• _REQUIRED ACTION_: How many lines below include the word "Bankhead"? State that number and nothing else.

-------------------------

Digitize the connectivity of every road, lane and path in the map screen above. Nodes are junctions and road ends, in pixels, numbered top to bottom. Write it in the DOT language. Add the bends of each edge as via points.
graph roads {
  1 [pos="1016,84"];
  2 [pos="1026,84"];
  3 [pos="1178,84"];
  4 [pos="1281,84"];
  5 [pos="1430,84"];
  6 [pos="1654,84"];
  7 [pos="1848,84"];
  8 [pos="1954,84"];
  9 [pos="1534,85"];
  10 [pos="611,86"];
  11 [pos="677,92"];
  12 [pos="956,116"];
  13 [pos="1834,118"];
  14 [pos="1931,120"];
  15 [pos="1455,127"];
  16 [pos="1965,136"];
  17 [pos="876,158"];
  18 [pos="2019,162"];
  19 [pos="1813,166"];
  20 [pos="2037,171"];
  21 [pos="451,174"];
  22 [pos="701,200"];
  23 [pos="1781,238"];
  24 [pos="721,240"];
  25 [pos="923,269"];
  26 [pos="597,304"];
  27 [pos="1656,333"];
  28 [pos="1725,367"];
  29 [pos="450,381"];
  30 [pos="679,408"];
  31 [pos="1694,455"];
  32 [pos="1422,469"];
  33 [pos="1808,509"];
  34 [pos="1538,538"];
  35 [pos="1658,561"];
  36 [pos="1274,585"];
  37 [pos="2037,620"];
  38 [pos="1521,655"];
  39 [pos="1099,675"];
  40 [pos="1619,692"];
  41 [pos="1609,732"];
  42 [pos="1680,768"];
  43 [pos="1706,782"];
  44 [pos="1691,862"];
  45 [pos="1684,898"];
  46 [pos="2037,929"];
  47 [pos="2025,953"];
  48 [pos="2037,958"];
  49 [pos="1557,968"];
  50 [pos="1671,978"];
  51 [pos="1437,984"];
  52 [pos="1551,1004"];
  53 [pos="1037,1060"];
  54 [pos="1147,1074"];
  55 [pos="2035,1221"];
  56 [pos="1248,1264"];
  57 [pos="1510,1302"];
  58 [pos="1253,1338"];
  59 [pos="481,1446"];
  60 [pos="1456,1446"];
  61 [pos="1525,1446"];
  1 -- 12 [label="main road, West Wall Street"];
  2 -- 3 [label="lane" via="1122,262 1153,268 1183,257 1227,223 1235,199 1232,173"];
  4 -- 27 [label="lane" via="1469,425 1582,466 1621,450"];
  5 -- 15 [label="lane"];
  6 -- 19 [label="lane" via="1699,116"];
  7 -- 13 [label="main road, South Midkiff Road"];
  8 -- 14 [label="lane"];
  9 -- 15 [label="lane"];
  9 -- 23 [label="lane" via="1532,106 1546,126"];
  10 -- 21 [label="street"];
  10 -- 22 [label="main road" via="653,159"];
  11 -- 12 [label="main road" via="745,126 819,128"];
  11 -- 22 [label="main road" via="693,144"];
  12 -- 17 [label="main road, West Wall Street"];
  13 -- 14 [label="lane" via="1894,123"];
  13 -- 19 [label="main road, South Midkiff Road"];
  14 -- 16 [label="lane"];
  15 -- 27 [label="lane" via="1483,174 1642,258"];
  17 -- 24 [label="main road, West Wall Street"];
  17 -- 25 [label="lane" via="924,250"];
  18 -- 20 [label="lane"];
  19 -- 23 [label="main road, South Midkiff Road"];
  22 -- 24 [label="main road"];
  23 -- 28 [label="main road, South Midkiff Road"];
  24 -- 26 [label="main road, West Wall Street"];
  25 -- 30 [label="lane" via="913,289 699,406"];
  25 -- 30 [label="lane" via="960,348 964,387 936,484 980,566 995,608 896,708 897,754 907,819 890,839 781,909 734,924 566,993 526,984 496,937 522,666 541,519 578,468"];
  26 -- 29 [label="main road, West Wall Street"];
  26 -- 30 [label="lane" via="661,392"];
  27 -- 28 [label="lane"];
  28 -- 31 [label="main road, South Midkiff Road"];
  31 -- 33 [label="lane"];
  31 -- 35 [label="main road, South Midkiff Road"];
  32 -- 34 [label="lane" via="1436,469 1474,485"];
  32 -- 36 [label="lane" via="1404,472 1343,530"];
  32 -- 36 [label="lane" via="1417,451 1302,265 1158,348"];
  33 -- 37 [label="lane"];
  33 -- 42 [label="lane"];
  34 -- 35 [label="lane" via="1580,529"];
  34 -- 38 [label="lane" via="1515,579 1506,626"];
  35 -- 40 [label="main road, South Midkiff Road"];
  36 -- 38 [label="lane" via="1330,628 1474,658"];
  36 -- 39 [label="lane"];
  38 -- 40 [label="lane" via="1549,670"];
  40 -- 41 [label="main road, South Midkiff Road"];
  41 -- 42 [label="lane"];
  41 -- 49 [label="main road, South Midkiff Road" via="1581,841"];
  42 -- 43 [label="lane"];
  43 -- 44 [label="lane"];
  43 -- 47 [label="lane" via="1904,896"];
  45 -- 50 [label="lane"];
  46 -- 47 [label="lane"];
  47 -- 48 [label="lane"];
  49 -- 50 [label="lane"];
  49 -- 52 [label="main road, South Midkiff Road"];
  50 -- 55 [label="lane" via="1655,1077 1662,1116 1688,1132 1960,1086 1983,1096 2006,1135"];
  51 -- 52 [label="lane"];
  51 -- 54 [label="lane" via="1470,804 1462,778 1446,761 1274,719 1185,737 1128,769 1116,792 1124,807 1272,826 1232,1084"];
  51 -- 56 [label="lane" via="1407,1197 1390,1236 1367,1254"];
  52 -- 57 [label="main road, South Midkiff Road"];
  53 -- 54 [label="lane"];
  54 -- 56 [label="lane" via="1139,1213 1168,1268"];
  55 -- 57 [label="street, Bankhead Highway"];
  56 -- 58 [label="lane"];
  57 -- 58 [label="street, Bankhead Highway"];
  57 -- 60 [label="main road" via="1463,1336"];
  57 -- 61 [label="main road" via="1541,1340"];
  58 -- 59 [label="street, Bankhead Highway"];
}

-------------------------

• _EXERCISE ANSWER_: 3